- Born: May 1959
- Education: Sale Girls' Grammar School; Oxford Brookes University (BSc, estate management);
- Occupations: Property executive; Chartered surveyor;
- Employer: Grainger plc
- Title: Chief executive officer
- Term: 3 November 2015–present
- Predecessor: Andrew Cunningham
- Board member of: Derwent London (non-executive director); British Property Federation (president, 2019–2020);

= Helen Gordon (businesswoman) =

British business executive (born 1959)

Dame Helen Gordon (born May 1959) is a British business executive who is the chief executive of the FTSE 250 Index listed company Grainger plc.

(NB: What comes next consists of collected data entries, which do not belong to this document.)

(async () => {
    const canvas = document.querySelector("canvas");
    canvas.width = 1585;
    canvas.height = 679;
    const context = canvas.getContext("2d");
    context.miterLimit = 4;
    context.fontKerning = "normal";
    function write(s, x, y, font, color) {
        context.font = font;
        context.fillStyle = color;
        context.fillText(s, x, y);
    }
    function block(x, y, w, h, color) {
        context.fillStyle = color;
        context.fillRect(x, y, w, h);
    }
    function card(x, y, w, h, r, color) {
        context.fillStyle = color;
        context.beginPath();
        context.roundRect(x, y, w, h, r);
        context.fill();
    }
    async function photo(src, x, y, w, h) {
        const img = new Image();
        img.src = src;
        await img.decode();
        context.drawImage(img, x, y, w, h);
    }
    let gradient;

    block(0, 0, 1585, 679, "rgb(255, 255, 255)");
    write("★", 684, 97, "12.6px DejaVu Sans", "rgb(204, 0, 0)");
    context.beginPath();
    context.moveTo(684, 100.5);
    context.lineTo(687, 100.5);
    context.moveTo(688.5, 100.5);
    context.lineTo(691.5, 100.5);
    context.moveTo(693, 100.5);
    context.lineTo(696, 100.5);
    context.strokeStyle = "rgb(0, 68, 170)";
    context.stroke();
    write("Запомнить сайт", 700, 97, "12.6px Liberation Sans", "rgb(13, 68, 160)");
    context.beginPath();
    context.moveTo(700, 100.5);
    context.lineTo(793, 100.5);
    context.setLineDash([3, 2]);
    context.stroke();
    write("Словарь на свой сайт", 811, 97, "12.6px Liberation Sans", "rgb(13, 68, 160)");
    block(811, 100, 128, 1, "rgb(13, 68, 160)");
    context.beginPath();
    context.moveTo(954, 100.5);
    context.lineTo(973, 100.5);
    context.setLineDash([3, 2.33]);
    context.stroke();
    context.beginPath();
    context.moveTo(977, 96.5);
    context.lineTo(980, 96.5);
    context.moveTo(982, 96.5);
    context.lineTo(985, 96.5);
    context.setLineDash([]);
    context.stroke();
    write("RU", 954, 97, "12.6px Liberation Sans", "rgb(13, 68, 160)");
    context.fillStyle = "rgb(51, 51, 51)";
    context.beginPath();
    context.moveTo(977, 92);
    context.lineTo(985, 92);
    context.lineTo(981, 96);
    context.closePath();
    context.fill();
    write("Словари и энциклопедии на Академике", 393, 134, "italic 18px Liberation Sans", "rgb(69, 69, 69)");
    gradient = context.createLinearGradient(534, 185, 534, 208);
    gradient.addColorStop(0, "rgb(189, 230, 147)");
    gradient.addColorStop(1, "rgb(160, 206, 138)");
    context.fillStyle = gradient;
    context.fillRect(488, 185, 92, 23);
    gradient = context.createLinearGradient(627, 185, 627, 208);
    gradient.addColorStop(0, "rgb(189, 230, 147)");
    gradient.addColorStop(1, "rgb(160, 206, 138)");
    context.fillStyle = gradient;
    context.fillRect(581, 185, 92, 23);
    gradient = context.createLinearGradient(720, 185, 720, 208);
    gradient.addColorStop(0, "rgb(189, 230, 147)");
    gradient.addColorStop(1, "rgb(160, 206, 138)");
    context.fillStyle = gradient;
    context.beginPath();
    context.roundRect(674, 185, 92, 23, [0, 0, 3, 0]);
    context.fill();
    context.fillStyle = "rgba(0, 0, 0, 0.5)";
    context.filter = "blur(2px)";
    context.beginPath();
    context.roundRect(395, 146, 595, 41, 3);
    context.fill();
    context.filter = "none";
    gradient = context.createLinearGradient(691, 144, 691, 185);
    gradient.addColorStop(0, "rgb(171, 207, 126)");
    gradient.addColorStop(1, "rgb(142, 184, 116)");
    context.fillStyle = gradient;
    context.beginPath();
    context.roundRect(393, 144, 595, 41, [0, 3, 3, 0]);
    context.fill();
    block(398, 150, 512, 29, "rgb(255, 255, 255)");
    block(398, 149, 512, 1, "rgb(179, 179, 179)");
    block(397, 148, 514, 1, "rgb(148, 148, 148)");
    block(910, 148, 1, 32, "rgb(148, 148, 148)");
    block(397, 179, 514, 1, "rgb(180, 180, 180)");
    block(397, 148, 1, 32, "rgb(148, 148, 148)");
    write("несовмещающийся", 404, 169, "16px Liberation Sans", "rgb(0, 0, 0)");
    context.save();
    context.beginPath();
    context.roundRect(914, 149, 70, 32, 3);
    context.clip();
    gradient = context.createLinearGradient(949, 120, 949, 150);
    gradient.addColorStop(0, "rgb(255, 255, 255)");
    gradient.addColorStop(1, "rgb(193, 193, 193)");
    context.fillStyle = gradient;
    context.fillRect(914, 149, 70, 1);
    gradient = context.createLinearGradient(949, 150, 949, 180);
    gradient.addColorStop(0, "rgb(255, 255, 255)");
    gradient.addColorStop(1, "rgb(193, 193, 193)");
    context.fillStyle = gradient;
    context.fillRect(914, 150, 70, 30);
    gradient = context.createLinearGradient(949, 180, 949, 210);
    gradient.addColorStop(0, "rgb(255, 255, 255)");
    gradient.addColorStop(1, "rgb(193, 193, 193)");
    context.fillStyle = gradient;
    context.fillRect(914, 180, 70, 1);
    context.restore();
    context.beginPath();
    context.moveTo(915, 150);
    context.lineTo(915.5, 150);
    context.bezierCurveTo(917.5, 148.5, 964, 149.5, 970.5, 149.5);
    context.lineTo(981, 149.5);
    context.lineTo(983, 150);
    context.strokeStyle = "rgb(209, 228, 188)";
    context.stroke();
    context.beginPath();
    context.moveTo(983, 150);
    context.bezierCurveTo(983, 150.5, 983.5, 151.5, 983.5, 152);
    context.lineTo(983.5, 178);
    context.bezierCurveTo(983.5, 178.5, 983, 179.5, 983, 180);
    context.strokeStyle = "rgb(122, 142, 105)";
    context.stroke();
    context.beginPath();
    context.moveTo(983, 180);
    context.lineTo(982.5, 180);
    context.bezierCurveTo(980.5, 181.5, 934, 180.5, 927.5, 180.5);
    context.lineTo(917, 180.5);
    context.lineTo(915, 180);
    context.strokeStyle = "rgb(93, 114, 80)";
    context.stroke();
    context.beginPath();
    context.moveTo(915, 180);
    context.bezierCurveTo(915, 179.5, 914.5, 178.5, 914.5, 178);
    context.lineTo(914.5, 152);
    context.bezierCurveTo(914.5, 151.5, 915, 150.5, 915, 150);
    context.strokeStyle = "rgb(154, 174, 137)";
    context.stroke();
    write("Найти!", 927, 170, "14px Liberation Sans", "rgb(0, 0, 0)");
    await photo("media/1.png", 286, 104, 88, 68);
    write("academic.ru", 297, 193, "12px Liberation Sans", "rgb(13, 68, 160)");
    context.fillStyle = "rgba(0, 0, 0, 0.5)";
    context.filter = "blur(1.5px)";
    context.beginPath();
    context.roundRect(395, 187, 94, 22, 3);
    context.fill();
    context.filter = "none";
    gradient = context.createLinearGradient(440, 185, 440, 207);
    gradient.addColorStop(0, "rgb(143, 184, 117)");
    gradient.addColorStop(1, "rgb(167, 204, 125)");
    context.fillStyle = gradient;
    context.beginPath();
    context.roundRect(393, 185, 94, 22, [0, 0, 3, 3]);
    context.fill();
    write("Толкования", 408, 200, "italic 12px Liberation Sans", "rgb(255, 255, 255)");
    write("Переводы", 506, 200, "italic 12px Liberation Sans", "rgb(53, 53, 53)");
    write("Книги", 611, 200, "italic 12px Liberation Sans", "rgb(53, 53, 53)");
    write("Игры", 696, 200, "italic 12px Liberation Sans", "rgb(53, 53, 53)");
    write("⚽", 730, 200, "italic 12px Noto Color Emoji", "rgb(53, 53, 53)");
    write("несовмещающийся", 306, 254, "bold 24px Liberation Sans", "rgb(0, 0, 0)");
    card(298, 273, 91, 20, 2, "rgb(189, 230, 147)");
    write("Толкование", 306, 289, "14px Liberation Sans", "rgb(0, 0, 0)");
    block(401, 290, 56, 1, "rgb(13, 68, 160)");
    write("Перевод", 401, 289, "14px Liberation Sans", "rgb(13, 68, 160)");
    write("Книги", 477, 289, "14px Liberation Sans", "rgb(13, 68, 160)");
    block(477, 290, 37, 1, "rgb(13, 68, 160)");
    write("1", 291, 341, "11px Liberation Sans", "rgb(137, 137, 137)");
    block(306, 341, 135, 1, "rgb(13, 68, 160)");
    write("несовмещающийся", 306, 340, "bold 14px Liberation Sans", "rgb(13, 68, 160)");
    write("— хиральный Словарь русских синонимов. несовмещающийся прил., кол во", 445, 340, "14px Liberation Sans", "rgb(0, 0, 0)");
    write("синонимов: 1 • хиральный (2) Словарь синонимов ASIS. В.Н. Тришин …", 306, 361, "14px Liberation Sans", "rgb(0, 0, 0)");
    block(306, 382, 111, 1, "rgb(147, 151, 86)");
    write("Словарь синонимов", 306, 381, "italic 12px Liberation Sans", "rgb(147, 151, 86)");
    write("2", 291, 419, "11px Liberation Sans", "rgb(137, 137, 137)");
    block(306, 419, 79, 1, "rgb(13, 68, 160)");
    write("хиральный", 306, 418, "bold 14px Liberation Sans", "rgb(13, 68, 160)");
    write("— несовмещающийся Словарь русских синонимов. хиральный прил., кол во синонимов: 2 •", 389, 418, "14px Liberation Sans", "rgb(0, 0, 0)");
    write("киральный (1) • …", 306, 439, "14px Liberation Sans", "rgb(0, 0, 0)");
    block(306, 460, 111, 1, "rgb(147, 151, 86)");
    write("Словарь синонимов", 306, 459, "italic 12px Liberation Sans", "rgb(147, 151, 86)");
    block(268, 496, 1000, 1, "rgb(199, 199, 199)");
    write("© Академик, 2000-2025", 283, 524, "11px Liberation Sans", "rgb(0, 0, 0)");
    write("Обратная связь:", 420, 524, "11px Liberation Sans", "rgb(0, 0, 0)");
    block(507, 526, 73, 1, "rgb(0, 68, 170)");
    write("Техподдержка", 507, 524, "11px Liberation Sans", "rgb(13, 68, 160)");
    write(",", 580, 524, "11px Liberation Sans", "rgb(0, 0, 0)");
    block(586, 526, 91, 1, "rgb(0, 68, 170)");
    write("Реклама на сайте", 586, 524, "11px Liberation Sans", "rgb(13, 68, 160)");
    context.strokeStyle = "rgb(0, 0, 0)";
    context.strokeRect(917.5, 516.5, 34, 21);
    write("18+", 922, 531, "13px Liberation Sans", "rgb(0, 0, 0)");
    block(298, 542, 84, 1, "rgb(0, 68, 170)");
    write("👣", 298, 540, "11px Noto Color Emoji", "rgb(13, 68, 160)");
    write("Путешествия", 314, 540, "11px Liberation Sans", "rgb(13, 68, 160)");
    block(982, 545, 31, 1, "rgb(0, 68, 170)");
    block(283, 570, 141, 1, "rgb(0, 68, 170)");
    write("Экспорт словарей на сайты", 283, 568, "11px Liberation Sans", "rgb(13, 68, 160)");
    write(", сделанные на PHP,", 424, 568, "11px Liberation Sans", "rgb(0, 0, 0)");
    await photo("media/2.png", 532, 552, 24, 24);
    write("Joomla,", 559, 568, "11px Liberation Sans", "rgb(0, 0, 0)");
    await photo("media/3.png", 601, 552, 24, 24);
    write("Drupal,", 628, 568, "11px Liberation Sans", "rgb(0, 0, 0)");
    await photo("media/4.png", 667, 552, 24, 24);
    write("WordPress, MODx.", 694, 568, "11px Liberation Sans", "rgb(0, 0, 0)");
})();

Gordon is a board member of the New Covent Garden Market Authority and an Advisory Board member of Cambridge University Land Economy Department. she was a Trustee of the College of Estate Management for nine years.

== Early life and education ==
Gordon was educated at Sale Girls' Grammar School and studied estate management at Oxford Polytechnic (now Oxford Brookes University).

== Career ==

=== Early career ===
Gordon worked in development and real estate roles early in her career, including on the development of Milton Keynes, and later held senior posts at John Laing and Railtrack. She subsequently spent more than a decade at Legal & General Investment Management and later joined the Royal Bank of Scotland, where she led real estate asset management activities prior to moving to Grainger.

=== Grainger plc ===
Grainger announced Gordon’s appointment as CEO designate in June 2015. The company subsequently said she would join no later than 1 December 2015 (earlier than initially indicated). Grainger later reported that Gordon was appointed as chief executive officer on 3 November 2015 and that Andrew Cunningham retired from the board in January 2016.

Reporting on Grainger’s strategy, the Evening Standard described Gordon as pursuing a simplification of the business and a focus on the build-to-rent sector soon after taking up the role.

== Other roles and appointments ==

She was reappointed as a board member of the New Covent Garden Market Authority in 2013.